The diagnostic question is: is the correct answer in the retrieved documents? Check the actual chunks that reached the prompt, not the whole corpus. This one question separates generator failures from retriever failures.

If the answer span is present, retrieval did its job.
If it is absent, generation never had the needed evidence.
Use logs or eval fixtures so the check is repeatable.

If yes: generation problem

When the right evidence was retrieved but the answer is still wrong, the generator ignored, contradicted, or misused its context. Fix the generation side before changing the index.

Tighten grounding and fallback instructions.
Move the answer-bearing chunk away from the middle of a long prompt.
Score faithfulness to catch unsupported claims.

If no, but the corpus has it: retrieval problem

If the right document exists somewhere in your knowledge base but did not reach the prompt, the prompt cannot fix the root cause. The retriever failed to surface the right evidence.
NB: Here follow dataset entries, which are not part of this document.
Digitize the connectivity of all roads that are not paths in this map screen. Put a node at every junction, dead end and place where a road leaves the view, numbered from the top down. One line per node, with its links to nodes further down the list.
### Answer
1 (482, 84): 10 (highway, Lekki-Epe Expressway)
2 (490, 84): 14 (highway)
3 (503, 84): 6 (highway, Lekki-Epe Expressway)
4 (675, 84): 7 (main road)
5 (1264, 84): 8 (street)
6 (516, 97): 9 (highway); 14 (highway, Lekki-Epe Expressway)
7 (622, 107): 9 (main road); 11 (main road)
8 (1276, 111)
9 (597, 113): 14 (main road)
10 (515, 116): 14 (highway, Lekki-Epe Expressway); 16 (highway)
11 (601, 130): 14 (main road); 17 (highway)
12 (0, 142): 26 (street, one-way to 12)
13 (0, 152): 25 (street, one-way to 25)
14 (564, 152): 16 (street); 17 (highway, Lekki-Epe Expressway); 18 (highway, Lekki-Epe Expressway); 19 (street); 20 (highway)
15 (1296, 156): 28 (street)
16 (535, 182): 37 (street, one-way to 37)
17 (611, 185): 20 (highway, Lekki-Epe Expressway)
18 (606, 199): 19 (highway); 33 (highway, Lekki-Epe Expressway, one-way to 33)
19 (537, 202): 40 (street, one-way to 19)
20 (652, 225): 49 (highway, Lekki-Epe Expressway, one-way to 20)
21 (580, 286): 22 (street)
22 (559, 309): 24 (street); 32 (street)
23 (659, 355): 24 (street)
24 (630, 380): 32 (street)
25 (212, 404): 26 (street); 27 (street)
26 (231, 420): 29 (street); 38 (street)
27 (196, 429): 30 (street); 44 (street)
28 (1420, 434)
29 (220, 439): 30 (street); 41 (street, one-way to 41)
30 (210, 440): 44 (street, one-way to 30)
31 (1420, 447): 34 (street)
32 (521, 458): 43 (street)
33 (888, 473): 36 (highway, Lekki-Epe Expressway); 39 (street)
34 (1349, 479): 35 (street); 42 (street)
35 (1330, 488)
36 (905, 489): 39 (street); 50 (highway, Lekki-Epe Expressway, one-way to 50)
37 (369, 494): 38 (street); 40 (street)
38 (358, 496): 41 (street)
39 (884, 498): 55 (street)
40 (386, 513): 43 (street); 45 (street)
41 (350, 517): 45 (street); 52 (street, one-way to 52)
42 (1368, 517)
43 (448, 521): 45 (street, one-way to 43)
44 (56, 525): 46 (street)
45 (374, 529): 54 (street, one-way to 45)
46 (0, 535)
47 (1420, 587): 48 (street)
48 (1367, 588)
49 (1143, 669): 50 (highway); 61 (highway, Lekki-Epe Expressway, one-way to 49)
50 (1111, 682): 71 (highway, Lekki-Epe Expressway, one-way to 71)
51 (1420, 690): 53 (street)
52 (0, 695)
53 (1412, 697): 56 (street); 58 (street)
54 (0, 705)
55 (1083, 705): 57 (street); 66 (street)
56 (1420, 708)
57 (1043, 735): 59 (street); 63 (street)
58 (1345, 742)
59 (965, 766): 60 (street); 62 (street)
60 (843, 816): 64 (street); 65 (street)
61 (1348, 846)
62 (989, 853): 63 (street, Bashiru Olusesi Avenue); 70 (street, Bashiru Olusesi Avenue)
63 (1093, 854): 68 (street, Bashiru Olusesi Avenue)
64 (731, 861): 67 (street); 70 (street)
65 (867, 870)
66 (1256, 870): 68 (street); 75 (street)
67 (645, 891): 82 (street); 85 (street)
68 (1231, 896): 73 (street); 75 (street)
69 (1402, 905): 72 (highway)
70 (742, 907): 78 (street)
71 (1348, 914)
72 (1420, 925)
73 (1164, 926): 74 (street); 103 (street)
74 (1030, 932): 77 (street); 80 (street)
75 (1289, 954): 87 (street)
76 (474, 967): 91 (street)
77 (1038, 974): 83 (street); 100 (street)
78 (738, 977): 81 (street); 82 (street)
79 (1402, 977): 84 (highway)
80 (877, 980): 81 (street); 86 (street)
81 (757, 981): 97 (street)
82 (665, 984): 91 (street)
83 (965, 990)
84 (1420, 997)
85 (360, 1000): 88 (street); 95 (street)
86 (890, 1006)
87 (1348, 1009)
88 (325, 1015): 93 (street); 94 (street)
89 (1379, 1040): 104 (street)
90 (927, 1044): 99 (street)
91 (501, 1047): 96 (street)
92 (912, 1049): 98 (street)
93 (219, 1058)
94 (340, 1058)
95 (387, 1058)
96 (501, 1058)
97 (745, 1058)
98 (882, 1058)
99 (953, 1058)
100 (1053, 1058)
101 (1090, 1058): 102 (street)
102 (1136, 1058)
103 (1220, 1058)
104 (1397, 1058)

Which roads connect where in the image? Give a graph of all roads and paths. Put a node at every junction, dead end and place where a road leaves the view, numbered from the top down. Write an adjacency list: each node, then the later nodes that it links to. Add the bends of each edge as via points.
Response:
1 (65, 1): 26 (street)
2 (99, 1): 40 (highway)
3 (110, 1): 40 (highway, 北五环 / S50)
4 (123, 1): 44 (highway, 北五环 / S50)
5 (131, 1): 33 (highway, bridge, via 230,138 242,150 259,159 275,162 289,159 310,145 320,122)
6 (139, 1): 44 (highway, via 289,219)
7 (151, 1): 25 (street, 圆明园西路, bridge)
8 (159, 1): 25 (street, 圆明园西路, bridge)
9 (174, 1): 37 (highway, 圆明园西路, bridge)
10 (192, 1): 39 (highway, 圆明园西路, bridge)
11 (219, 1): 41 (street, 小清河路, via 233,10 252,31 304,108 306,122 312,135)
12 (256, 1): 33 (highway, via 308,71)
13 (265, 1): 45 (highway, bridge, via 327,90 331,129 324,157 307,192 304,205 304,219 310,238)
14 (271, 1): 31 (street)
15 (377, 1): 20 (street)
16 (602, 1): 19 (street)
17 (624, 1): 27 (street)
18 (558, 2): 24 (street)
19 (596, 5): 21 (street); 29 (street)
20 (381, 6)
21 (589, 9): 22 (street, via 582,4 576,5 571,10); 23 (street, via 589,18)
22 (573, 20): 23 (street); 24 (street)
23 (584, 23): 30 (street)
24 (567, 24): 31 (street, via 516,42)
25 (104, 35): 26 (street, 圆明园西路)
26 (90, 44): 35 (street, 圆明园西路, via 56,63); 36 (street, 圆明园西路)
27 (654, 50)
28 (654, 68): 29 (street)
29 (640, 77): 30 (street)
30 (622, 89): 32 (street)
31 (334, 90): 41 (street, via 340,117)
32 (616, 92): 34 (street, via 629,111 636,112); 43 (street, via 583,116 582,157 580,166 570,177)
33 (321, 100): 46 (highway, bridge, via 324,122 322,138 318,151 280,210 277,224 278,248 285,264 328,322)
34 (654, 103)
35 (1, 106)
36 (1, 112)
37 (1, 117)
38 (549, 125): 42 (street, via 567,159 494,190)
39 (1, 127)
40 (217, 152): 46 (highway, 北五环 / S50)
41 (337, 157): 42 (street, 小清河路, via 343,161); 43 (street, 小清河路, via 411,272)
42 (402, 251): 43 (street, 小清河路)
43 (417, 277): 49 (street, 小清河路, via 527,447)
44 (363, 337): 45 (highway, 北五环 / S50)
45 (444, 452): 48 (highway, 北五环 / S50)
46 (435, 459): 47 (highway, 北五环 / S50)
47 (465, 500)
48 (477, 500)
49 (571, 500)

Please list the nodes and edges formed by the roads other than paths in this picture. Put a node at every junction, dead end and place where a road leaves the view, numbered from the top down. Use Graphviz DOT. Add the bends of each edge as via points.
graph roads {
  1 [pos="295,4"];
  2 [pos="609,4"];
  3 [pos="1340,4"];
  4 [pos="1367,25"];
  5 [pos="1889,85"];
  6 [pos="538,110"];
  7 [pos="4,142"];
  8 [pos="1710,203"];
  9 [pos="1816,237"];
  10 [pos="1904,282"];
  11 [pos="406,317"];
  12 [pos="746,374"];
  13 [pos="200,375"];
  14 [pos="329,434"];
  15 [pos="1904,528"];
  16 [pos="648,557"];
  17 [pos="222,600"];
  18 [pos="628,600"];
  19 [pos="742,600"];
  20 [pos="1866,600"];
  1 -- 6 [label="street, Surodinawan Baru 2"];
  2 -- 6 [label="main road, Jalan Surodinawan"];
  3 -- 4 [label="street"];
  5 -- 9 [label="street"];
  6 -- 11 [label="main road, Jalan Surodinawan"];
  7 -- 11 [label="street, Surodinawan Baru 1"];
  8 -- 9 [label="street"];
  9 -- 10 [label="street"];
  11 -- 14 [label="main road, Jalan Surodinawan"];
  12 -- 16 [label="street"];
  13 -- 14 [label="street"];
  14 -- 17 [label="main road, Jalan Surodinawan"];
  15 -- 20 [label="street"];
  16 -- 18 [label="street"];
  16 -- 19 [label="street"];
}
Check vocabulary mismatch between user query and document wording.
Retune chunk size when the answer is split across chunks.
Try hybrid retrieval, reranking, or query rewriting.

If no, and the corpus lacks it: knowledge gap

If the answer does not exist in the corpus, the correct behavior is not a cleverer prompt. Add the missing content or teach the assistant to say it does not know.

Add the missing policy, runbook, or source document.
Keep the fallback instruction honest: no evidence means no answer.
The common misdiagnosis is prompt tuning when the real bug is missing or unretrieved knowledge.